On Friday, March 21, 1997 the Bermuda Sun reported:

VIOLENCE seems to occur more regularly than it did in the past, says police veteran Carlton Adams.

"On a daily basis," the chief inspector says, "we see people who seem unable to resolve the simplest of disputes by talking to one another.

Comment: as you cause / promote most of the disputes, the subject is one about which you can speak with some authority.

"And it goes from the workplace to the domestic environment all the way down to the schools - violence is occurring right across the spectrum."

Mr. Adams, a police officer for 29 years who in now in charge of Prospect's major incident room, says traditional values, such as the respect of people for one another, have eroded.

"That has led to all kinds of complications. There is no fear of consequences in some people's minds; making the point through a violent act seems to be more important than trying to resolve it in a reasonable manner."

There is a little regard for repercussions - even the prospect of a jail sentence fails to deter some. "The widespread use of drugs appears to have removed inhibitions from people's minds."  Drugs tend to minimize the violent act in the mind of the perpetrator, making it easier for them to carry it out.

"There is nothing to restrain people anymore and self-restraint is out of the window; no one feels the need for that anymore because of drug and alcohol abuse."

Comment: Carlton Adams idea of 'restraint' is oppression, bullying.

Today, much more so than when Mr.
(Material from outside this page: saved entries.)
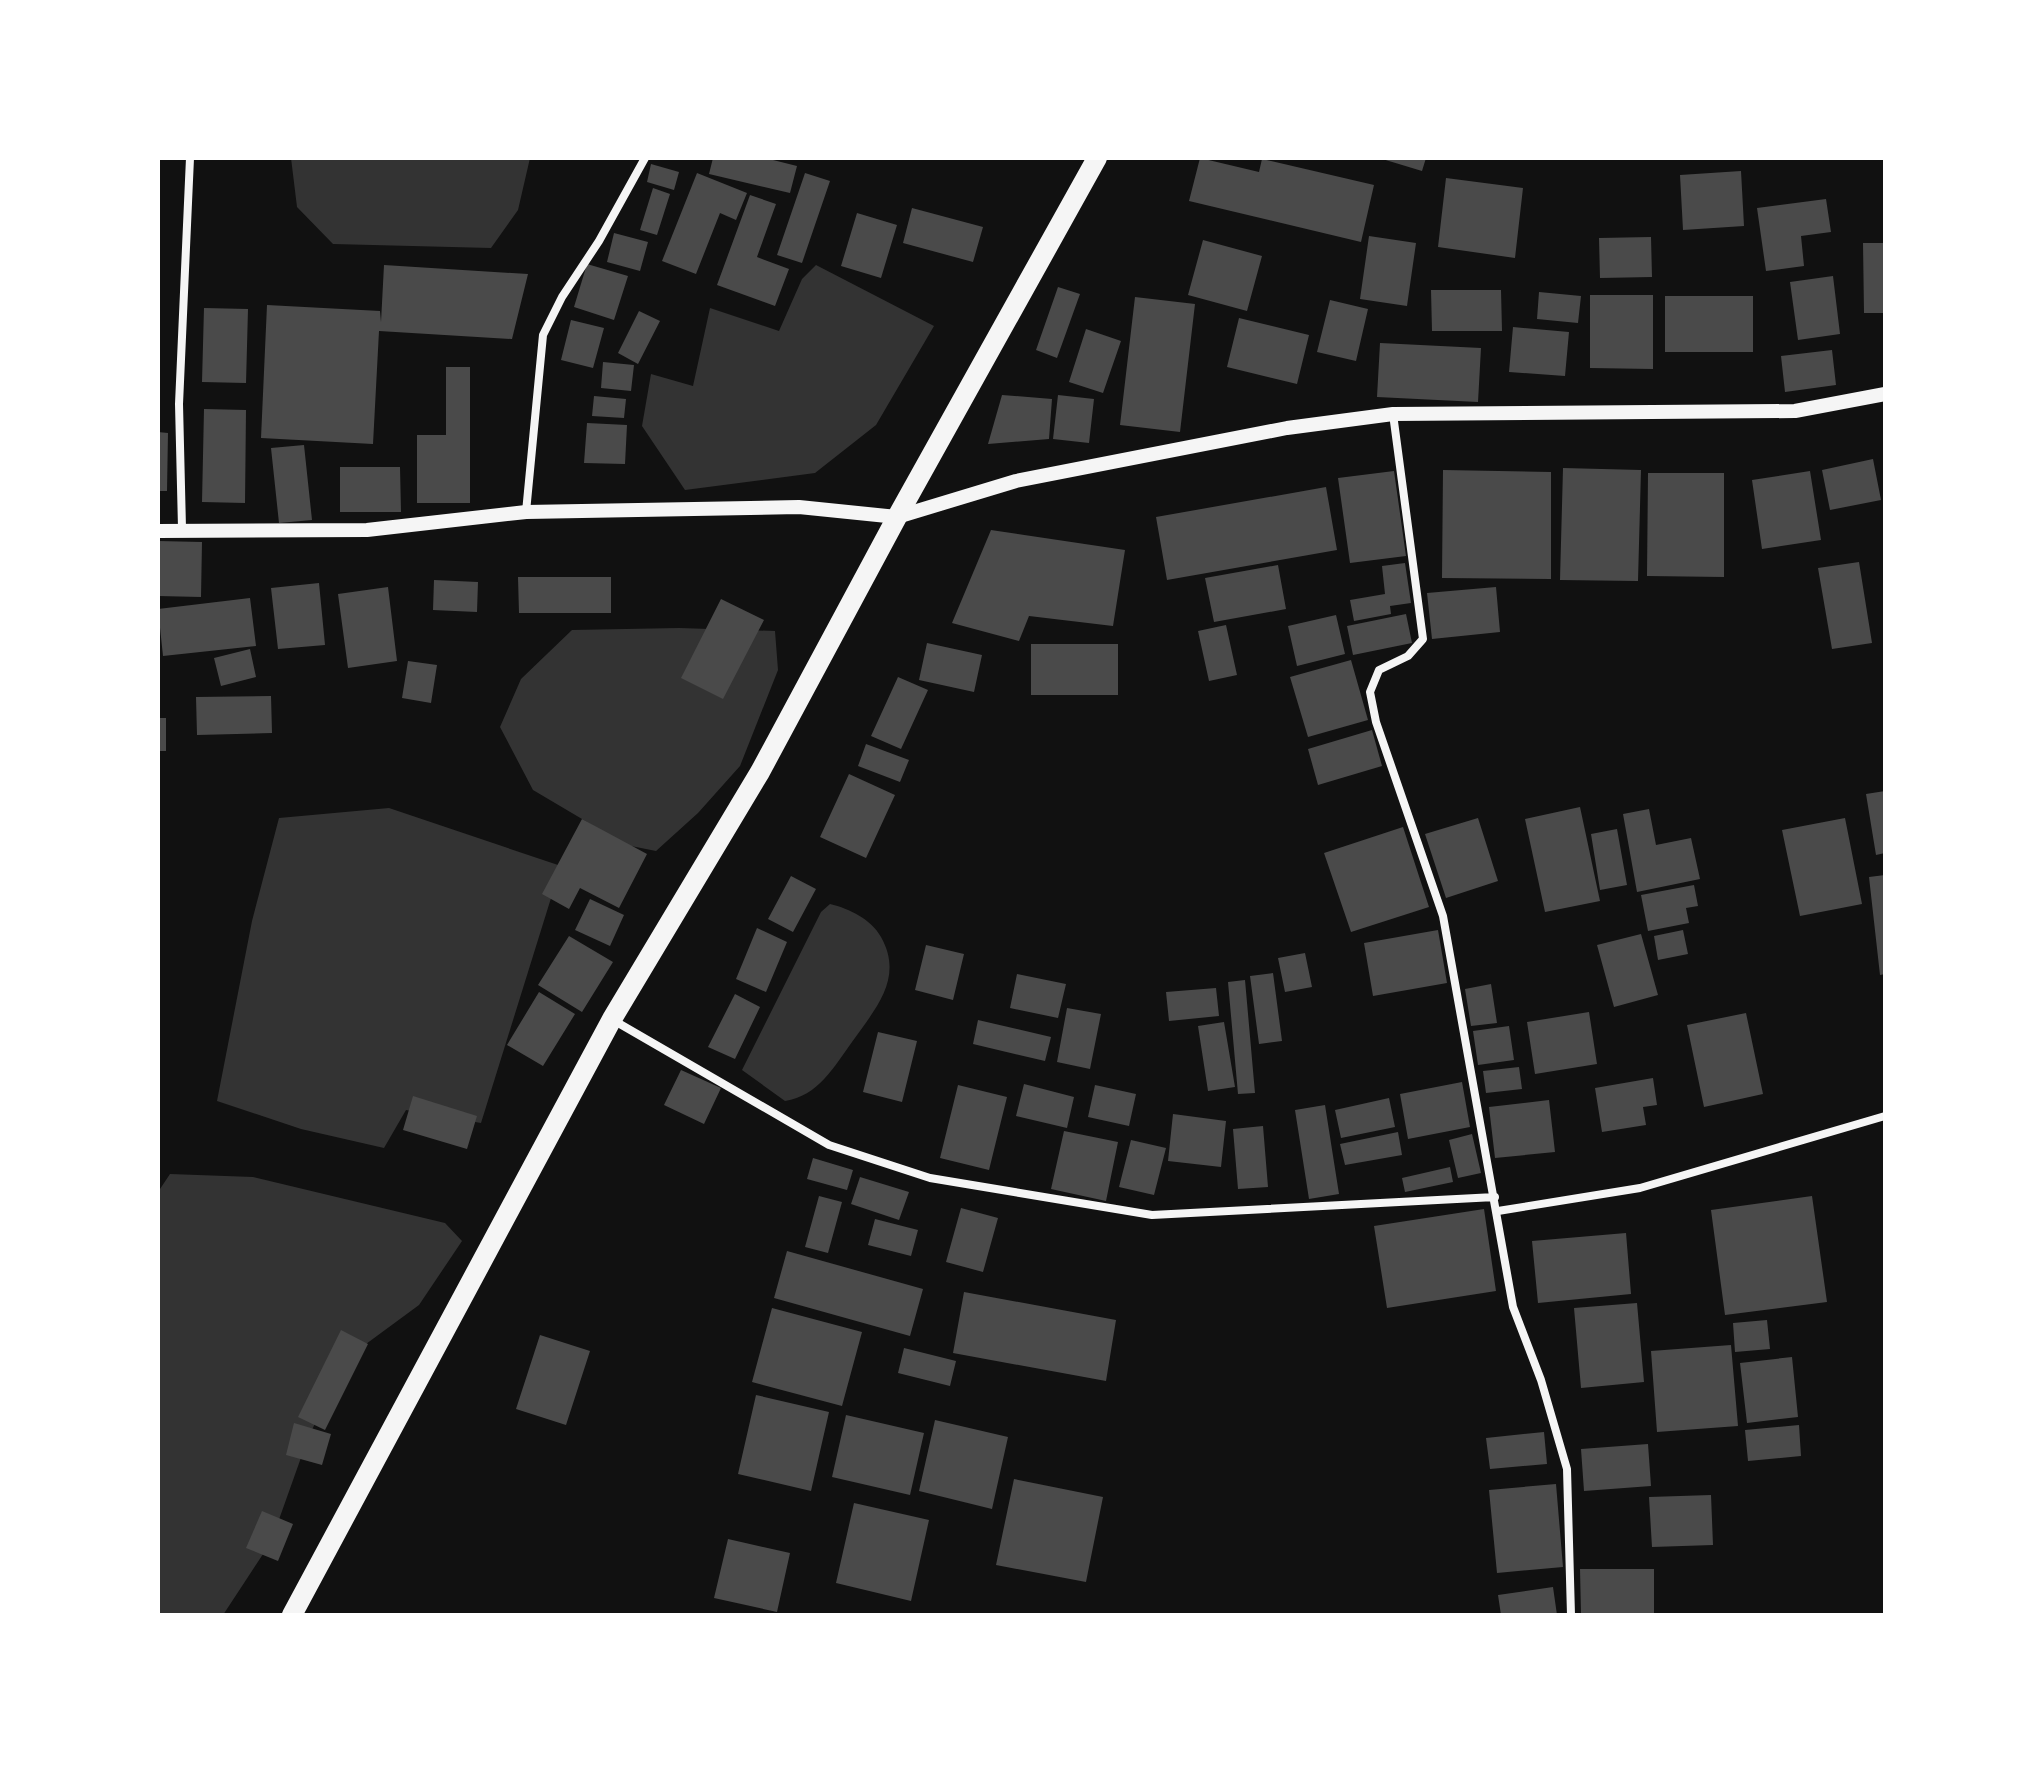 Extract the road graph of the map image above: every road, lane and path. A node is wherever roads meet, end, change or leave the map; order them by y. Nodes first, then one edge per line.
1 (190, 158) edge
2 (645, 158) edge
3 (1097, 158) edge
4 (1885, 394) edge
5 (1393, 414) junction
6 (526, 512) junction
7 (897, 517) junction
8 (182, 528) junction
9 (158, 531) edge
10 (612, 1019) junction
11 (1885, 1116) edge
12 (1495, 1197) junction
13 (1498, 1211) junction
14 (292, 1615) edge
15 (1571, 1615) edge

1 - 8 street
2 - 6 street
3 - 7 main road
4 - 5 street
5 - 7 street
5 - 12 street
6 - 7 street
6 - 8 street
7 - 10 main road
8 - 9 street
10 - 12 street
10 - 14 main road
11 - 13 street
12 - 13 street
13 - 15 street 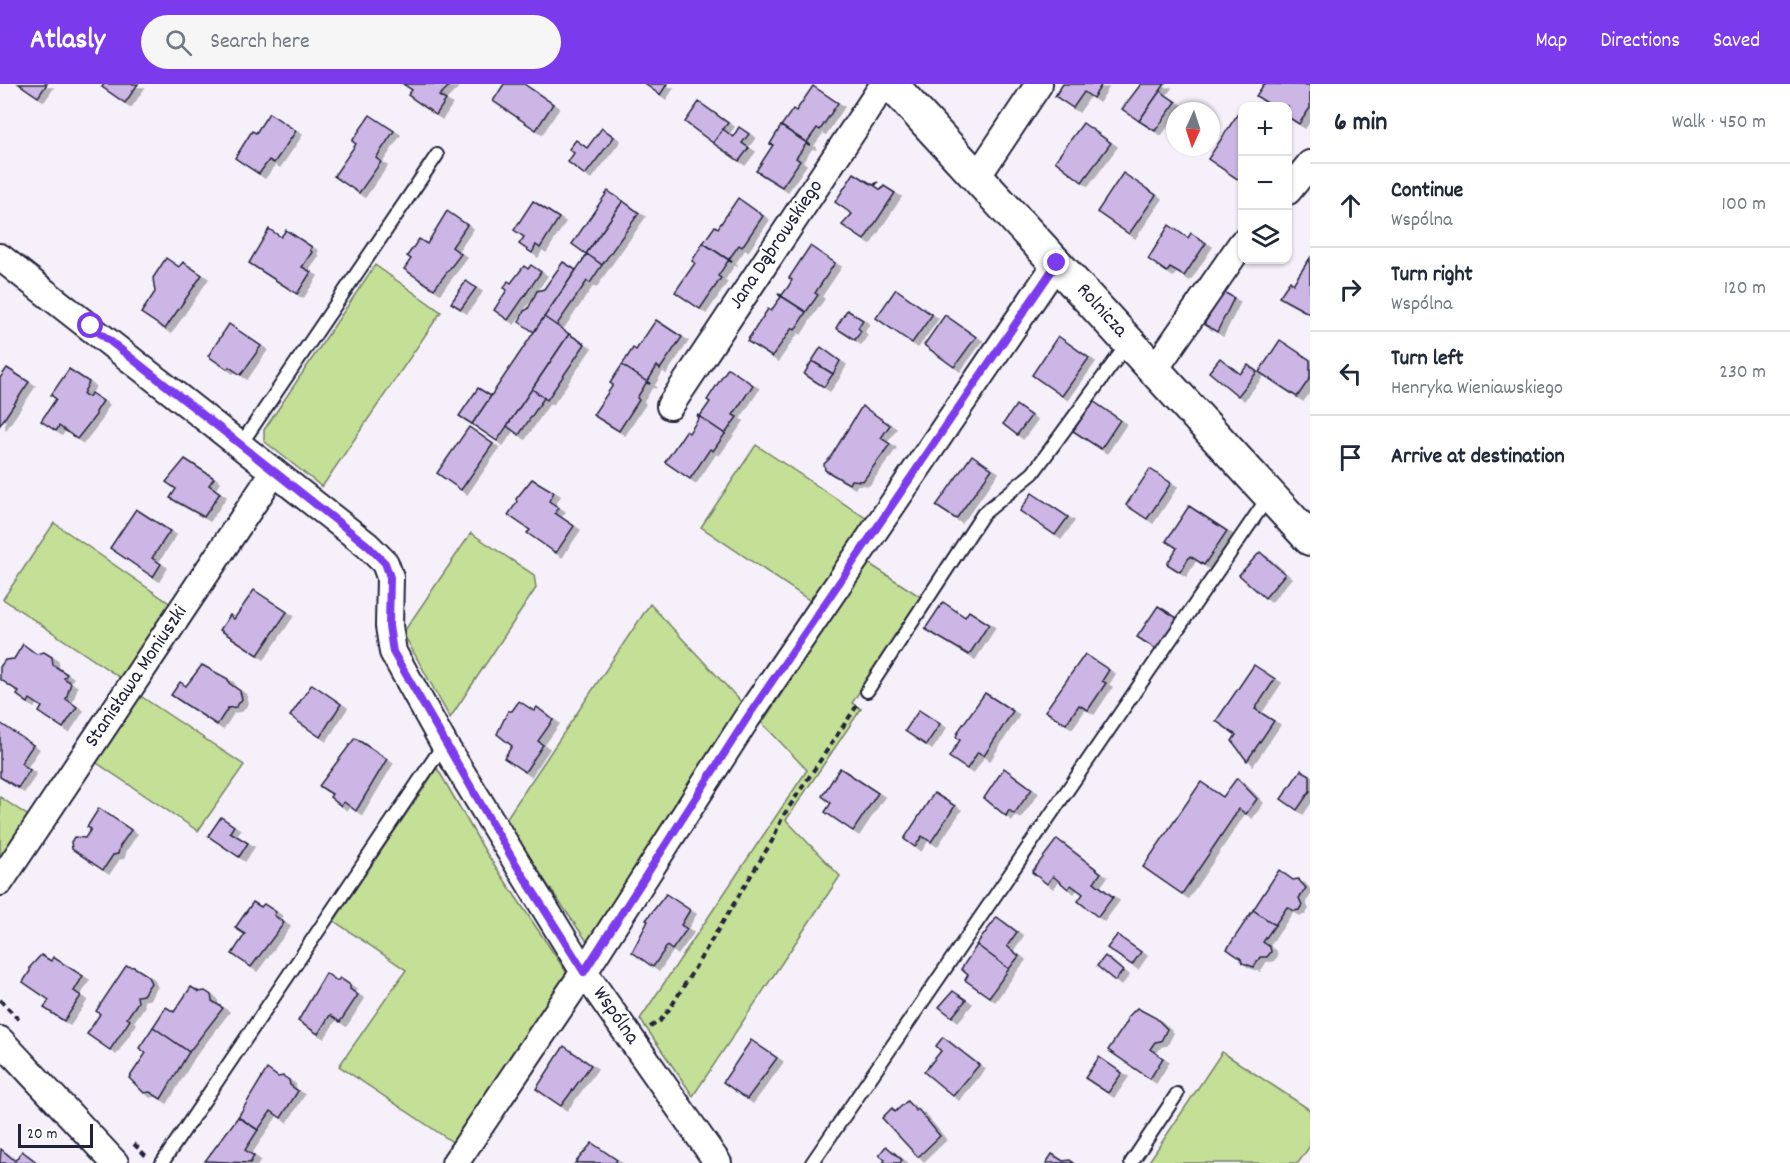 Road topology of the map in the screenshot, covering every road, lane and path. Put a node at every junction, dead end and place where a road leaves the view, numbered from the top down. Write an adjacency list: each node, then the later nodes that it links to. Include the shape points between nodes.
1 (884, 84): 13 (street, Jana Dąbrowskiego)
2 (891, 84): 6 (street, Rolnicza)
3 (1039, 84): 6 (street)
4 (437, 155): 14 (lane)
5 (1310, 164): 7 (street)
6 (977, 177): 10 (street, Rolnicza)
7 (1292, 185)
8 (1238, 249): 12 (street)
9 (0, 257): 14 (street, Wspólna)
10 (1057, 263): 11 (street, Rolnicza); 21 (street, via 747,718)
11 (1129, 342): 12 (street, Rolnicza); 18 (lane, via 1033,473 983,514)
12 (1155, 369): 16 (street, Rolnicza)
13 (670, 406)
14 (241, 444): 15 (street, Wspólna)
15 (273, 472): 19 (street, Wspólna, via 385,563 390,577 393,652); 20 (street, Stanisława Moniuszki)
16 (1269, 495): 17 (street, Rolnicza); 29 (lane)
17 (1310, 539)
18 (867, 691): 22 (path, via 783,816 772,841 670,1007 660,1021)
19 (444, 744): 21 (street, Wspólna); 26 (lane)
20 (0, 882)
21 (584, 972): 22 (street, Wspólna); 27 (street)
22 (627, 1034): 28 (street, Wspólna)
23 (0, 1040): 25 (street)
24 (1177, 1094): 30 (lane)
25 (115, 1163)
26 (162, 1163)
27 (455, 1163)
28 (718, 1163)
29 (812, 1163)
30 (1131, 1163) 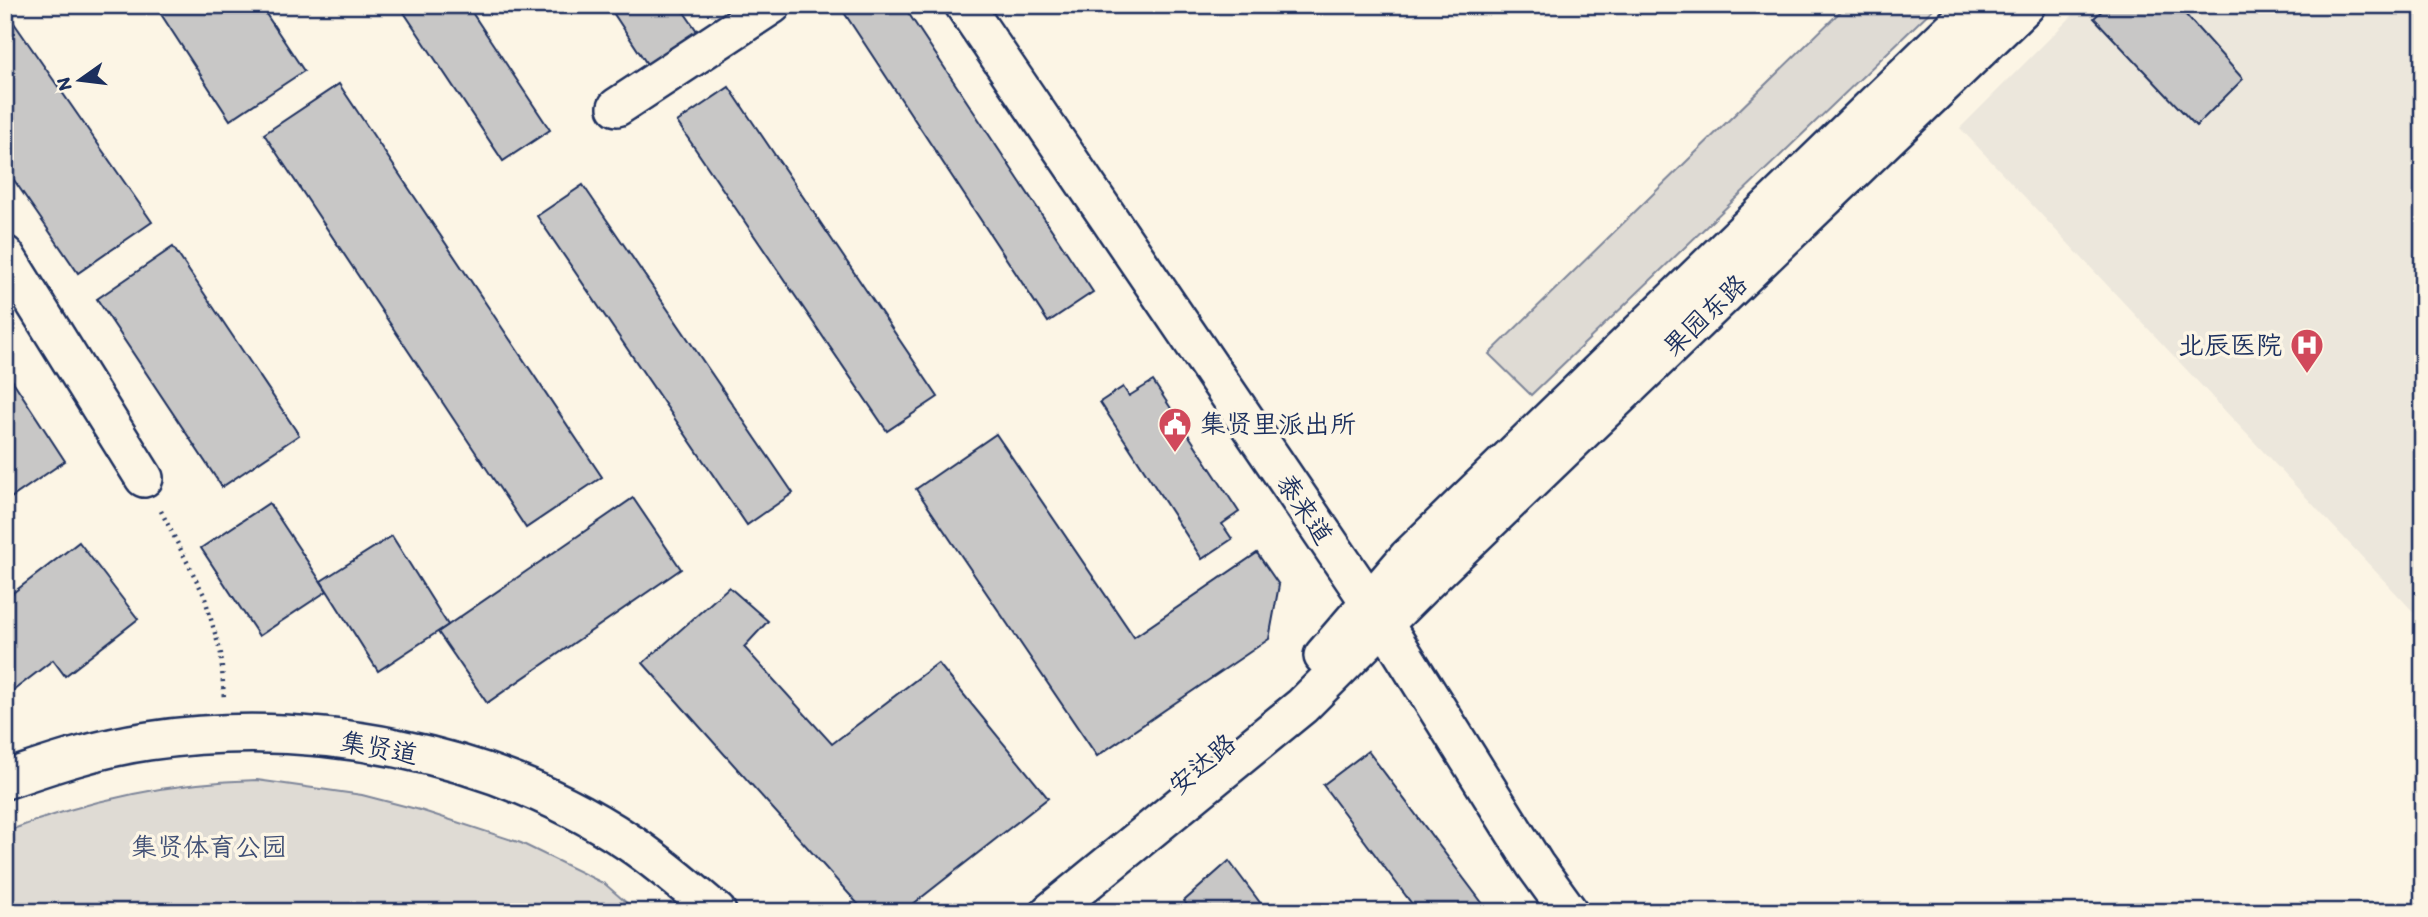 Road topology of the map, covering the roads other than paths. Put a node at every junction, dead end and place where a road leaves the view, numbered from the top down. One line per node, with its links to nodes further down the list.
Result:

Adams first started policing, officers are aware of the "potential for violence," whether they are called to a domestic conflict or public disturbance, or simply writing a ticket.

Comment: it's a shame he could not think like this when considering discipline issues.  Instead he promoted discord with trumped up charges, causing conflict / distress.  Adams - play to the press, tell them what you think they want to hear, what sounds reasonable.  His comments are another example of a two-faced personality.  He breeds contempt for senior officers and ensures the lower ranks are destabilised.  Part of the problem. not the solution.

"The perpetrators of violence are not being sent clear messages about the consequences.  I don't think enough is being done to teach people alternative ways of expressing disagreement or dissatisfaction or how to resolve disputes."  Traditional values "seem to have been pushed to the back burner" and it is the responsibility of the entire community to reinstate their importance.

And what are the consequences if violence is not checked? "There will be a detrimental effect on tourism, a lowering of the level of safety that local residents feel and the prisons, which are reputedly very near to full, will end up with larger numbers of people serving long sentences for violent acts, at great cost to the tax payer."

And, worst of all, "Bermuda as we know it will have been changed irreversibly, and become more like some inner city in North America, where people have to carry firearms for their own protection or lock themselves into their houses."